If m can vary, we get:

$$\phi_{rec} = \mathop \sum \limits_{m} f_{m} \cdot P_{rec}^{m}$$

As an example, we again consider the case of two languages and meetings with two people. We have the following repertoires:

  • \(R_{1} = (1|2,0)\), the preferred language is 1, productive skills in 1, no skills in 2;

  • \(R_{2} = (2|0,2)\), the preferred language is 2, productive skills in 2, no skills in 1;

  • \(R_{3} = (1|2,1)\), the preferred language is 1, productive skills in 1, receptive skills in 2;

  • \(R_{4} = (2|1,2)\), the preferred language is 2, productive skills in 2, receptive skills in 1;

  • \(R_{5} = (1|2,2)\), the preferred language is 1, productive skills in both languages;

  • \(R_{6} = (2|2,2)\), the preferred language is 2, productive skills in both languages;

Let nj be the fraction of people with repertoire \(R_{j} ,\quad j = 1, \ldots ,6\). We get,

$$P_{rec}^{2} = 1 - n_{1} \left( {n_{2} + 2n_{4} + 2n_{6} } \right) - n_{2} \left( {n_{1} + 2n_{3} + 2n_{5} } \right)$$

A numerical example for \(m = 2\), \(m = 3\) and \(m = 4\) is provided in Sect. 2.5.

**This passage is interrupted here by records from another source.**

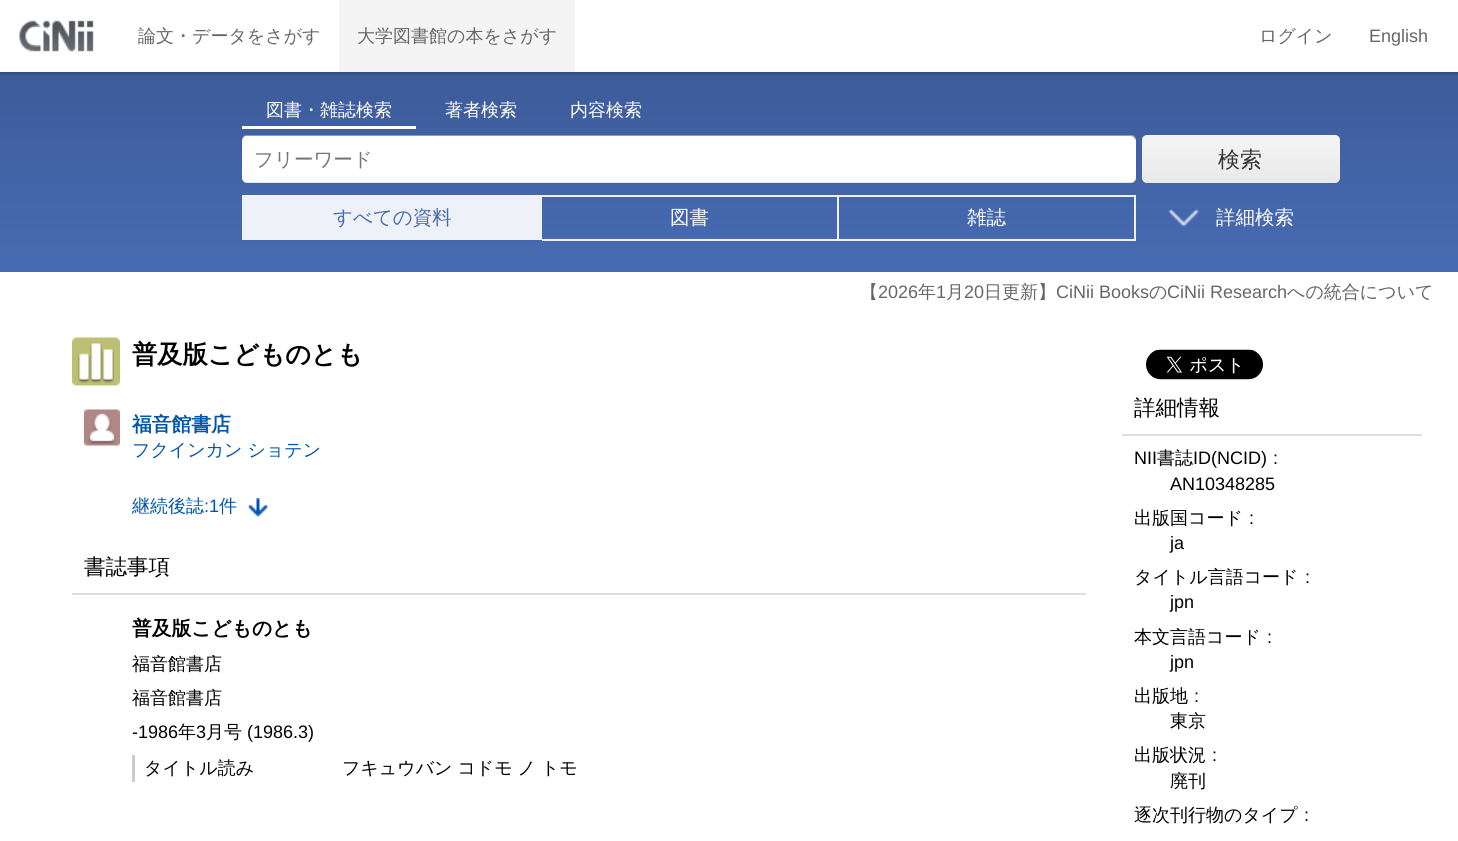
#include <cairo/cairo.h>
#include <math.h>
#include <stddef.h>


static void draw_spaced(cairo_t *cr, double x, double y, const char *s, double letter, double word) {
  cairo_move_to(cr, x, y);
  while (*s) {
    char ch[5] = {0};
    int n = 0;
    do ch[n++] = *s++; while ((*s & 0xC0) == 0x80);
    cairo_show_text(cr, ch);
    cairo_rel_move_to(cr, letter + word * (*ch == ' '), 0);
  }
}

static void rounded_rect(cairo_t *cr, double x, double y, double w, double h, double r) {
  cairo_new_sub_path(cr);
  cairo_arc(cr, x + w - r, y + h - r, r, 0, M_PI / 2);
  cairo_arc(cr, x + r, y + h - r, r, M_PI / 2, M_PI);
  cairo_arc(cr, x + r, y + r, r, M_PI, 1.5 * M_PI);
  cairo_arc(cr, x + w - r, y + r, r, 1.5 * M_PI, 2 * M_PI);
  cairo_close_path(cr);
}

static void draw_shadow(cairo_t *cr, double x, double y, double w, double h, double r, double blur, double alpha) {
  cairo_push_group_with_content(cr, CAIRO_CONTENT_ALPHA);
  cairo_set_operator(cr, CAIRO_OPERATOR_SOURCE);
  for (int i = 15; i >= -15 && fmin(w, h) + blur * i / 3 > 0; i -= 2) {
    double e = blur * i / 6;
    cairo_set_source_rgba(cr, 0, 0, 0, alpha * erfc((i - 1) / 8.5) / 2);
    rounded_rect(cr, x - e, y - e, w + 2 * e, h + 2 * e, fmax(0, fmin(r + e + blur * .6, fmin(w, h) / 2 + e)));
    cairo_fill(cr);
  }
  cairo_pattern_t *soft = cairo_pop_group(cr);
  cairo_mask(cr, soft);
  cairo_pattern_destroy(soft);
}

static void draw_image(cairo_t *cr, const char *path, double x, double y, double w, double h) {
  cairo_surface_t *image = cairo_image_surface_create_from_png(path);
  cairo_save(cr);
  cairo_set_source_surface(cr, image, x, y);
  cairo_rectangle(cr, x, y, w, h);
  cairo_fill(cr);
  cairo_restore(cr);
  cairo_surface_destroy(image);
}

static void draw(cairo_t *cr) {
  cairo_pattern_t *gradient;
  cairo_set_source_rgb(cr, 1, 1, 1);
  cairo_paint(cr);
  gradient = cairo_pattern_create_linear(729, 72, 729, 272);
  cairo_pattern_add_color_stop_rgba(gradient, 0, 61 / 255.0, 91 / 255.0, 153 / 255.0, 1);
  cairo_pattern_add_color_stop_rgba(gradient, 1, 71 / 255.0, 107 / 255.0, 179 / 255.0, 1);
  cairo_set_source(cr, gradient);
  cairo_pattern_destroy(gradient);
  cairo_rectangle(cr, 0, 72, 1458, 200);
  cairo_fill(cr);
  cairo_save(cr);
  cairo_rectangle(cr, 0, 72, 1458, 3);
  cairo_clip(cr);
  cairo_set_source_rgb(cr, 0, 0, 0);
  draw_shadow(cr, 0, 2, 1458, 72, 0, 1, 0.2);
  cairo_restore(cr);
  draw_image(cr, "images/1.png", 19, 20, 75, 32);
  cairo_set_source_rgb(cr, 244 / 255.0, 244 / 255.0, 244 / 255.0);
  cairo_rectangle(cr, 339, 0, 236, 72);
  cairo_fill(cr);
  cairo_set_source_rgb(cr, 1, 1, 1);
  cairo_rectangle(cr, 242, 126, 174, 3);
  cairo_fill(cr);
  rounded_rect(cr, 242, 135, 894, 48, 5);
  cairo_fill(cr);
  cairo_set_source_rgba(cr, 0, 0, 0, 0.1);
  cairo_new_path(cr);
  cairo_move_to(cr, 242, 177);
  cairo_line_to(cr, 242, 178);
  cairo_curve_to(cr, 242, 181, 244, 183, 247, 183);
  cairo_line_to(cr, 1131, 183);
  cairo_curve_to(cr, 1134, 183, 1136, 181, 1136, 178);
  cairo_line_to(cr, 1136, 177);
  cairo_curve_to(cr, 1136, 179, 1133, 182, 1131, 182);
  cairo_line_to(cr, 246, 182);
  cairo_curve_to(cr, 244, 182, 242, 179, 242, 177);
  cairo_close_path(cr);
  cairo_fill(cr);
  cairo_set_source_rgba(cr, 0, 0, 0, 0.4);
  cairo_new_path(cr);
  cairo_move_to(cr, 246, 136);
  cairo_line_to(cr, 1131, 136);
  cairo_curve_to(cr, 1133, 136, 1136, 139, 1136, 141);
  cairo_line_to(cr, 1136, 140);
  cairo_curve_to(cr, 1136, 137, 1134, 135, 1131, 135);
  cairo_line_to(cr, 247, 135);
  cairo_curve_to(cr, 244, 135, 242, 137, 242, 140);
  cairo_line_to(cr, 242, 141);
  cairo_curve_to(cr, 242, 139, 244, 136, 246, 136);
  cairo_close_path(cr);
  cairo_fill(cr);
  gradient = cairo_pattern_create_linear(1241, 135, 1241, 183);
  cairo_pattern_add_color_stop_rgba(gradient, 0, 245 / 255.0, 245 / 255.0, 245 / 255.0, 1);
  cairo_pattern_add_color_stop_rgba(gradient, 1, 233 / 255.0, 233 / 255.0, 233 / 255.0, 1);
  cairo_set_source(cr, gradient);
  cairo_pattern_destroy(gradient);
  rounded_rect(cr, 1142, 135, 198, 48, 5);
  cairo_fill(cr);
  cairo_set_source_rgb(cr, 238 / 255.0, 242 / 255.0, 248 / 255.0);
  cairo_rectangle(cr, 242, 195, 300, 45);
  cairo_fill(cr);
  cairo_rectangle(cr, 542, 195, 594, 2);
  cairo_fill(cr);
  cairo_rectangle(cr, 837, 195, 2, 45);
  cairo_fill(cr);
  cairo_rectangle(cr, 542, 239, 297, 2);
  cairo_fill(cr);
  cairo_rectangle(cr, 1134, 195, 2, 45);
  cairo_fill(cr);
  cairo_rectangle(cr, 839, 239, 297, 2);
  cairo_fill(cr);
  draw_image(cr, "images/2.png", 1168, 209, 31, 18);
  draw_image(cr, "images/3.png", 72, 337, 48, 49);
  draw_image(cr, "images/4.png", 84, 409, 36, 37);
  draw_image(cr, "images/5.png", 247, 498, 22, 19);
  cairo_set_source_rgb(cr, 221 / 255.0, 221 / 255.0, 221 / 255.0);
  cairo_rectangle(cr, 72, 593, 1014, 2);
  cairo_fill(cr);
  cairo_set_source_rgb(cr, 204 / 255.0, 204 / 255.0, 204 / 255.0);
  cairo_rectangle(cr, 132, 755, 3, 27);
  cairo_fill(cr);
  draw_image(cr, "images/6.png", 1146, 349, 117, 31);
  cairo_set_source_rgb(cr, 221 / 255.0, 221 / 255.0, 221 / 255.0);
  cairo_rectangle(cr, 1122, 434, 300, 2);
  cairo_fill(cr);
  cairo_select_font_face(cr, "WenQuanYi Zen Hei Medium", CAIRO_FONT_SLANT_NORMAL, CAIRO_FONT_WEIGHT_NORMAL);
  cairo_set_font_size(cr, 18);
  cairo_set_source_rgb(cr, 102 / 255.0, 102 / 255.0, 102 / 255.0);
  cairo_move_to(cr, 138, 42);
  cairo_show_text(cr, "論文・データをさがす");
  cairo_move_to(cr, 357, 42);
  cairo_show_text(cr, "大学図書館の本をさがす");
  cairo_move_to(cr, 1259, 42);
  cairo_show_text(cr, "ログイン");
  cairo_select_font_face(cr, "Liberation Sans", CAIRO_FONT_SLANT_NORMAL, CAIRO_FONT_WEIGHT_NORMAL);
  cairo_move_to(cr, 1369, 42);
  cairo_show_text(cr, "English");
  cairo_select_font_face(cr, "WenQuanYi Zen Hei Medium", CAIRO_FONT_SLANT_NORMAL, CAIRO_FONT_WEIGHT_NORMAL);
  cairo_set_source_rgb(cr, 1, 1, 1);
  cairo_move_to(cr, 266, 116);
  cairo_show_text(cr, "図書・雑誌検索");
  cairo_move_to(cr, 445, 116);
  cairo_show_text(cr, "著者検索");
  cairo_move_to(cr, 570, 116);
  cairo_show_text(cr, "内容検索");
  cairo_set_font_size(cr, 19.5);
  cairo_set_source_rgb(cr, 117 / 255.0, 117 / 255.0, 117 / 255.0);
  cairo_move_to(cr, 254, 166);
  cairo_show_text(cr, "フリーワード");
  cairo_set_font_size(cr, 22);
  cairo_set_source_rgb(cr, 51 / 255.0, 51 / 255.0, 51 / 255.0);
  cairo_move_to(cr, 1218, 167);
  cairo_show_text(cr, "検索");
  cairo_set_font_size(cr, 19.5);
  cairo_set_source_rgb(cr, 71 / 255.0, 107 / 255.0, 179 / 255.0);
  cairo_move_to(cr, 333, 224);
  cairo_show_text(cr, "すべての資料");
  cairo_set_source_rgb(cr, 1, 1, 1);
  cairo_move_to(cr, 670, 224);
  cairo_show_text(cr, "図書");
  cairo_move_to(cr, 967, 224);
  cairo_show_text(cr, "雑誌");
  cairo_move_to(cr, 1216, 224);
  cairo_show_text(cr, "詳細検索");
  cairo_set_font_size(cr, 18);
  cairo_set_source_rgb(cr, 102 / 255.0, 102 / 255.0, 102 / 255.0);
  cairo_move_to(cr, 860, 298);
  cairo_show_text(cr, "【");
  cairo_select_font_face(cr, "Liberation Sans", CAIRO_FONT_SLANT_NORMAL, CAIRO_FONT_WEIGHT_NORMAL);
  cairo_move_to(cr, 878, 298);
  cairo_show_text(cr, "2026");
  cairo_select_font_face(cr, "WenQuanYi Zen Hei Medium", CAIRO_FONT_SLANT_NORMAL, CAIRO_FONT_WEIGHT_NORMAL);
  cairo_move_to(cr, 918, 298);
  cairo_show_text(cr, "年");
  cairo_select_font_face(cr, "Liberation Sans", CAIRO_FONT_SLANT_NORMAL, CAIRO_FONT_WEIGHT_NORMAL);
  cairo_move_to(cr, 936, 298);
  cairo_show_text(cr, "1");
  cairo_select_font_face(cr, "WenQuanYi Zen Hei Medium", CAIRO_FONT_SLANT_NORMAL, CAIRO_FONT_WEIGHT_NORMAL);
  cairo_move_to(cr, 946, 298);
  cairo_show_text(cr, "月");
  cairo_select_font_face(cr, "Liberation Sans", CAIRO_FONT_SLANT_NORMAL, CAIRO_FONT_WEIGHT_NORMAL);
  cairo_move_to(cr, 964, 298);
  cairo_show_text(cr, "20");
  cairo_select_font_face(cr, "WenQuanYi Zen Hei Medium", CAIRO_FONT_SLANT_NORMAL, CAIRO_FONT_WEIGHT_NORMAL);
  cairo_move_to(cr, 984, 298);
  cairo_show_text(cr, "日更新】");
  cairo_select_font_face(cr, "Liberation Sans", CAIRO_FONT_SLANT_NORMAL, CAIRO_FONT_WEIGHT_NORMAL);
  cairo_move_to(cr, 1056, 298);
  cairo_show_text(cr, "CiNii Books");
  cairo_select_font_face(cr, "WenQuanYi Zen Hei Medium", CAIRO_FONT_SLANT_NORMAL, CAIRO_FONT_WEIGHT_NORMAL);
  cairo_move_to(cr, 1149, 298);
  cairo_show_text(cr, "の");
  cairo_select_font_face(cr, "Liberation Sans", CAIRO_FONT_SLANT_NORMAL, CAIRO_FONT_WEIGHT_NORMAL);
  cairo_move_to(cr, 1167, 298);
  cairo_show_text(cr, "CiNii Research");
  cairo_select_font_face(cr, "WenQuanYi Zen Hei Medium", CAIRO_FONT_SLANT_NORMAL, CAIRO_FONT_WEIGHT_NORMAL);
  cairo_move_to(cr, 1287, 298);
  cairo_show_text(cr, "への統合について");
  cairo_select_font_face(cr, "WenQuanYi Zen Hei", CAIRO_FONT_SLANT_NORMAL, CAIRO_FONT_WEIGHT_BOLD);
  cairo_set_font_size(cr, 25.25);
  cairo_set_source_rgb(cr, 0, 0, 0);
  cairo_move_to(cr, 132, 363);
  cairo_show_text(cr, "普及版こどものとも");
  cairo_set_font_size(cr, 19.75);
  cairo_set_source_rgb(cr, 0, 85 / 255.0, 170 / 255.0);
  cairo_move_to(cr, 132, 431);
  cairo_show_text(cr, "福音館書店");
  cairo_select_font_face(cr, "WenQuanYi Zen Hei Medium", CAIRO_FONT_SLANT_NORMAL, CAIRO_FONT_WEIGHT_NORMAL);
  cairo_set_font_size(cr, 18);
  draw_spaced(cr, 132, 456, "フクインカン ショテン", 0, -0.5);
  cairo_move_to(cr, 132, 512);
  cairo_show_text(cr, "継続後誌");
  cairo_select_font_face(cr, "Liberation Sans", CAIRO_FONT_SLANT_NORMAL, CAIRO_FONT_WEIGHT_NORMAL);
  cairo_move_to(cr, 204, 512);
  cairo_show_text(cr, ":1");
  cairo_select_font_face(cr, "WenQuanYi Zen Hei Medium", CAIRO_FONT_SLANT_NORMAL, CAIRO_FONT_WEIGHT_NORMAL);
  cairo_move_to(cr, 219, 512);
  cairo_show_text(cr, "件");
  cairo_set_font_size(cr, 21.5);
  cairo_set_source_rgb(cr, 0, 0, 0);
  cairo_move_to(cr, 84, 574);
  cairo_show_text(cr, "書誌事項");
  cairo_select_font_face(cr, "WenQuanYi Zen Hei", CAIRO_FONT_SLANT_NORMAL, CAIRO_FONT_WEIGHT_BOLD);
  cairo_set_font_size(cr, 19.75);
  cairo_move_to(cr, 132, 635);
  cairo_show_text(cr, "普及版こどものとも");
  cairo_select_font_face(cr, "WenQuanYi Zen Hei Medium", CAIRO_FONT_SLANT_NORMAL, CAIRO_FONT_WEIGHT_NORMAL);
  cairo_set_font_size(cr, 18);
  cairo_move_to(cr, 132, 670);
  cairo_show_text(cr, "福音館書店");
  cairo_move_to(cr, 132, 704);
  cairo_show_text(cr, "福音館書店");
  cairo_select_font_face(cr, "Liberation Sans", CAIRO_FONT_SLANT_NORMAL, CAIRO_FONT_WEIGHT_NORMAL);
  cairo_move_to(cr, 132, 738);
  cairo_show_text(cr, "-1986");
  cairo_select_font_face(cr, "WenQuanYi Zen Hei Medium", CAIRO_FONT_SLANT_NORMAL, CAIRO_FONT_WEIGHT_NORMAL);
  cairo_move_to(cr, 178, 738);
  cairo_show_text(cr, "年");
  cairo_select_font_face(cr, "Liberation Sans", CAIRO_FONT_SLANT_NORMAL, CAIRO_FONT_WEIGHT_NORMAL);
  cairo_move_to(cr, 196, 738);
  cairo_show_text(cr, "3");
  cairo_select_font_face(cr, "WenQuanYi Zen Hei Medium", CAIRO_FONT_SLANT_NORMAL, CAIRO_FONT_WEIGHT_NORMAL);
  cairo_move_to(cr, 206, 738);
  cairo_show_text(cr, "月号");
  cairo_select_font_face(cr, "Liberation Sans", CAIRO_FONT_SLANT_NORMAL, CAIRO_FONT_WEIGHT_NORMAL);
  cairo_move_to(cr, 247, 738);
  cairo_show_text(cr, "(1986.3)");
  cairo_select_font_face(cr, "WenQuanYi Zen Hei Medium", CAIRO_FONT_SLANT_NORMAL, CAIRO_FONT_WEIGHT_NORMAL);
  cairo_move_to(cr, 144, 774);
  cairo_show_text(cr, "タイトル読み");
  draw_spaced(cr, 342, 774, "フキュウバン コドモ ノ トモ", 0, -0.5);
  cairo_set_font_size(cr, 21.5);
  cairo_move_to(cr, 1134, 415);
  cairo_show_text(cr, "詳細情報");
  cairo_select_font_face(cr, "Liberation Sans", CAIRO_FONT_SLANT_NORMAL, CAIRO_FONT_WEIGHT_NORMAL);
  cairo_set_font_size(cr, 18);
  cairo_move_to(cr, 1134, 464);
  cairo_show_text(cr, "NII");
  cairo_select_font_face(cr, "WenQuanYi Zen Hei Medium", CAIRO_FONT_SLANT_NORMAL, CAIRO_FONT_WEIGHT_NORMAL);
  cairo_move_to(cr, 1157, 464);
  cairo_show_text(cr, "書誌");
  cairo_select_font_face(cr, "Liberation Sans", CAIRO_FONT_SLANT_NORMAL, CAIRO_FONT_WEIGHT_NORMAL);
  cairo_move_to(cr, 1193, 464);
  cairo_show_text(cr, "ID(NCID)");
  cairo_move_to(cr, 1273, 464);
  cairo_show_text(cr, ":");
  cairo_move_to(cr, 1170, 490);
  cairo_show_text(cr, "AN10348285");
  cairo_select_font_face(cr, "WenQuanYi Zen Hei Medium", CAIRO_FONT_SLANT_NORMAL, CAIRO_FONT_WEIGHT_NORMAL);
  cairo_move_to(cr, 1134, 524);
  cairo_show_text(cr, "出版国コード");
  cairo_select_font_face(cr, "Liberation Sans", CAIRO_FONT_SLANT_NORMAL, CAIRO_FONT_WEIGHT_NORMAL);
  cairo_move_to(cr, 1249, 524);
  cairo_show_text(cr, ":");
  cairo_move_to(cr, 1170, 549);
  cairo_show_text(cr, "ja");
  cairo_select_font_face(cr, "WenQuanYi Zen Hei Medium", CAIRO_FONT_SLANT_NORMAL, CAIRO_FONT_WEIGHT_NORMAL);
  cairo_move_to(cr, 1134, 583);
  cairo_show_text(cr, "タイトル言語コード");
  cairo_select_font_face(cr, "Liberation Sans", CAIRO_FONT_SLANT_NORMAL, CAIRO_FONT_WEIGHT_NORMAL);
  cairo_move_to(cr, 1305, 583);
  cairo_show_text(cr, ":");
  cairo_move_to(cr, 1170, 608);
  cairo_show_text(cr, "jpn");
  cairo_select_font_face(cr, "WenQuanYi Zen Hei Medium", CAIRO_FONT_SLANT_NORMAL, CAIRO_FONT_WEIGHT_NORMAL);
  cairo_move_to(cr, 1134, 643);
  cairo_show_text(cr, "本文言語コード");
  cairo_select_font_face(cr, "Liberation Sans", CAIRO_FONT_SLANT_NORMAL, CAIRO_FONT_WEIGHT_NORMAL);
  cairo_move_to(cr, 1267, 643);
  cairo_show_text(cr, ":");
  cairo_move_to(cr, 1170, 668);
  cairo_show_text(cr, "jpn");
  cairo_select_font_face(cr, "WenQuanYi Zen Hei Medium", CAIRO_FONT_SLANT_NORMAL, CAIRO_FONT_WEIGHT_NORMAL);
  cairo_move_to(cr, 1134, 702);
  cairo_show_text(cr, "出版地");
  cairo_select_font_face(cr, "Liberation Sans", CAIRO_FONT_SLANT_NORMAL, CAIRO_FONT_WEIGHT_NORMAL);
  cairo_move_to(cr, 1194, 702);
  cairo_show_text(cr, ":");
  cairo_select_font_face(cr, "WenQuanYi Zen Hei Medium", CAIRO_FONT_SLANT_NORMAL, CAIRO_FONT_WEIGHT_NORMAL);
  cairo_move_to(cr, 1170, 727);
  cairo_show_text(cr, "東京");
  cairo_move_to(cr, 1134, 761);
  cairo_show_text(cr, "出版状況");
  cairo_select_font_face(cr, "Liberation Sans", CAIRO_FONT_SLANT_NORMAL, CAIRO_FONT_WEIGHT_NORMAL);
  cairo_move_to(cr, 1212, 761);
  cairo_show_text(cr, ":");
  cairo_select_font_face(cr, "WenQuanYi Zen Hei Medium", CAIRO_FONT_SLANT_NORMAL, CAIRO_FONT_WEIGHT_NORMAL);
  cairo_move_to(cr, 1170, 787);
  cairo_show_text(cr, "廃刊");
  cairo_move_to(cr, 1134, 821);
  cairo_show_text(cr, "逐次刊行物のタイプ");
  cairo_select_font_face(cr, "Liberation Sans", CAIRO_FONT_SLANT_NORMAL, CAIRO_FONT_WEIGHT_NORMAL);
  cairo_move_to(cr, 1304, 821);
  cairo_show_text(cr, ":");
}

int main(void) {
  cairo_surface_t *surface = cairo_image_surface_create(CAIRO_FORMAT_RGB24, 1458, 841);
  cairo_t *cr = cairo_create(surface);
  cairo_font_options_t *options = cairo_font_options_create();
  cairo_font_options_set_hint_metrics(options, CAIRO_HINT_METRICS_OFF);
  cairo_font_options_set_hint_style(options, CAIRO_HINT_STYLE_NONE);
  cairo_set_font_options(cr, options);
  cairo_set_miter_limit(cr, 4);
  draw(cr);
  cairo_surface_write_to_png(surface, "out.png");
  cairo_font_options_destroy(options);
  cairo_destroy(cr);
  cairo_surface_destroy(surface);
  return 0;
}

2.4 Properties of the Potentially Successful Communication Indices

The indices \(\phi_{com}^{{\bar{m}}} , \phi_{rec}^{{\bar{m}}} , \phi_{poly}^{{\bar{m}}}\) and \(\phi_{com} , \phi_{rec} , \phi_{poly}\) all satisfy the following properties:

  1. 1.

    The index is a number between 0 and 1.

  2. 2.

    The higher the probability for successful communication (either defined as common language or use of preferred language), the higher the index.

  3. 3.

    The higher the median group size \(\bar{m}\), the lower the median index \(\phi^{{\bar{m}}}\).

  4. 4.

    Since all language skills can be exploited to guarantee successful communication, the index \((\phi_{poly} )\) is always the highest of the three. This is an important point: the Swiss model needs more support than polyglottism to be effective. Nevertheless, if people have sufficient receptive skills, then the Swiss model can theoretically work with a high number of languages. Whether \(\phi_{com}\) or \(\phi_{rec}\) is higher depends on the distribution of active and receptive language skills, (see the numerical example in Sect. 2.5). If a high percentage of people have receptive skills in the majority of the working languages of the organisation or the official languages of a country, then \(\phi_{rec}\) tends to be the highest of the two indices.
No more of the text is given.